By: Elizabeth Cherkis and Billy Minshall 

In a recent product liability case, a Texas district judge denied a motion brought by the Defendants to claw back a document based on responsiveness.  The judge ruled the document in question was not subject to clawback pursuant to Federal Rule of Evidence 502 or the provision for inadvertent disclosures in the Scheduling Order.  With so much focus on reducing the risk of inadvertent disclosure of privileged information, this case highlights the importance of also identifying and protecting sensitive or confidential non-responsive information.

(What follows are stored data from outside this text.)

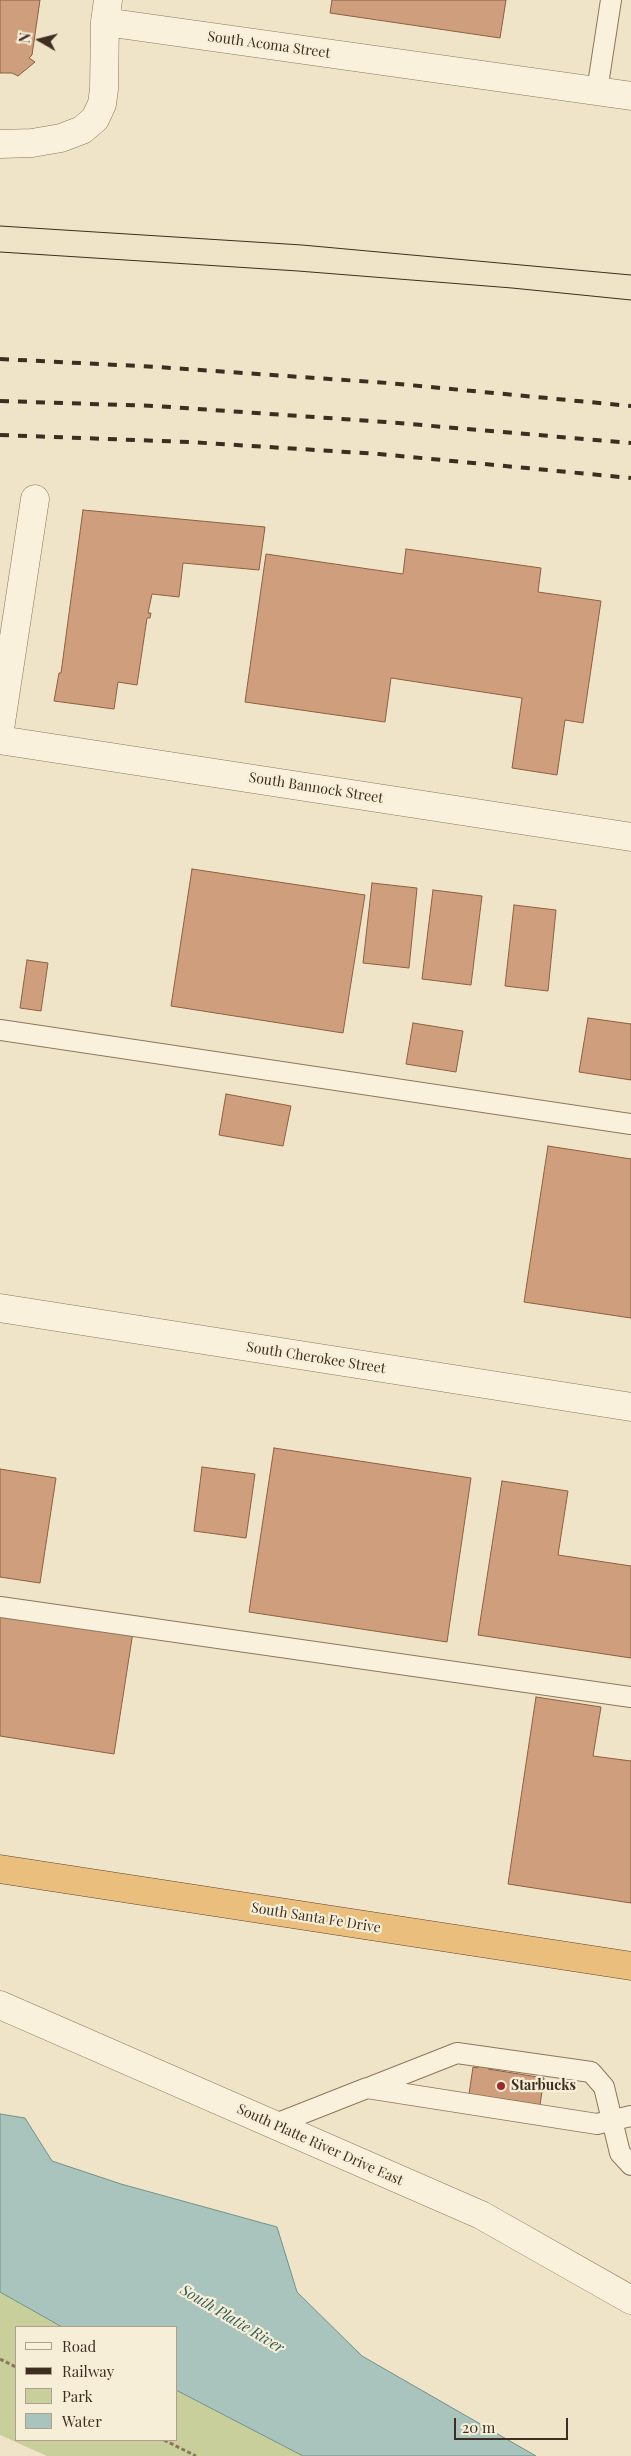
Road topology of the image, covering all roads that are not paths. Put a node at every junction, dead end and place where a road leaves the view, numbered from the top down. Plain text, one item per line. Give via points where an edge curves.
1 (611, 0) edge
2 (107, 11) edge
3 (597, 91) junction
4 (631, 96) edge
5 (0, 144) edge
6 (35, 499) dead end
7 (0, 729) edge
8 (0, 740) edge
9 (631, 837) edge
10 (0, 1030) edge
11 (631, 1124) edge
12 (0, 1308) edge
13 (631, 1407) edge
14 (0, 1607) edge
15 (631, 1697) edge
16 (0, 1869) edge
17 (631, 1966) edge
18 (0, 2006) edge
19 (367, 2088) junction
20 (621, 2118) edge
21 (273, 2125) junction
22 (631, 2165) edge
23 (631, 2300) edge

1 - 3 lane
2 - 3 street, South Acoma Street
2 - 5 street, South Acoma Street via 104,89 102,104 94,119 82,130 61,138
3 - 4 street, South Acoma Street
6 - 7 street
8 - 9 street, South Bannock Street
10 - 11 lane
12 - 13 street, South Cherokee Street
14 - 15 lane
16 - 17 highway, South Santa Fe Drive
18 - 21 street, South Platte River Drive East
19 - 20 lane via 597,2124
19 - 20 lane via 457,2053 591,2072 604,2087
19 - 21 lane
20 - 22 lane via 620,2153
21 - 23 street, South Platte River Drive East via 481,2215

The Defendants in Adams v. Medtronic, Inc., No. 4:19-cv-870-SDJ-KPJ (E.D. Tex. Jan. 23, 2024), emailed the Court requesting guidance on a discovery dispute involving their attempt to claw back a document from production.  The document in question was an Establishment Inspection Report (EIR), a summary of findings following an FDA inspection of one of the Defendants’ facilities.  In a joint letter from the parties regarding the issue, the Defendants put forth two arguments in support of their position:

  • Responsiveness: The Defendants argued their request should be granted because the document in question was not responsive to the Plaintiff’s discovery requests and not relevant to the claims of the case.  The Court disagreed, holding that the Defendants failed to cite any authority to support this argument.  Federal Rule of Civil Procedure 26(b)(5)(B) and Federal Rule of Evidence 502 apply to the inadvertent disclosure of a document covered by the attorney-client or work-product privilege only.  While the parties had a separate agreement regarding inadvertent disclosure, the Court noted the scope was similarly limited to privileged documents.
    Subsequently, the Court analyzed the responsiveness of the document.  Despite the Defendants’ argument that the document concerned different products and a different facility than those at issue in this case, the Court, citing FRCP 26(b)(1), held the document was relevant to the Plaintiff’s claim that the Defendants failed to adequately investigate complaints, regardless of product. 
  • Privilege: The Defendants also argued the document was protected by the work product doctrine, having been “inadvertently produced based on counsel’s fact gathering process during the course of discovery.”  The Court again disagreed, holding that the document was prepared by a third party and not in anticipation of litigation.  In addition, the cases the Defendants cited involved documents that were gathered in preparation for a deposition or litigation.  The document at issue was produced as a standalone document without any indicia of privilege. 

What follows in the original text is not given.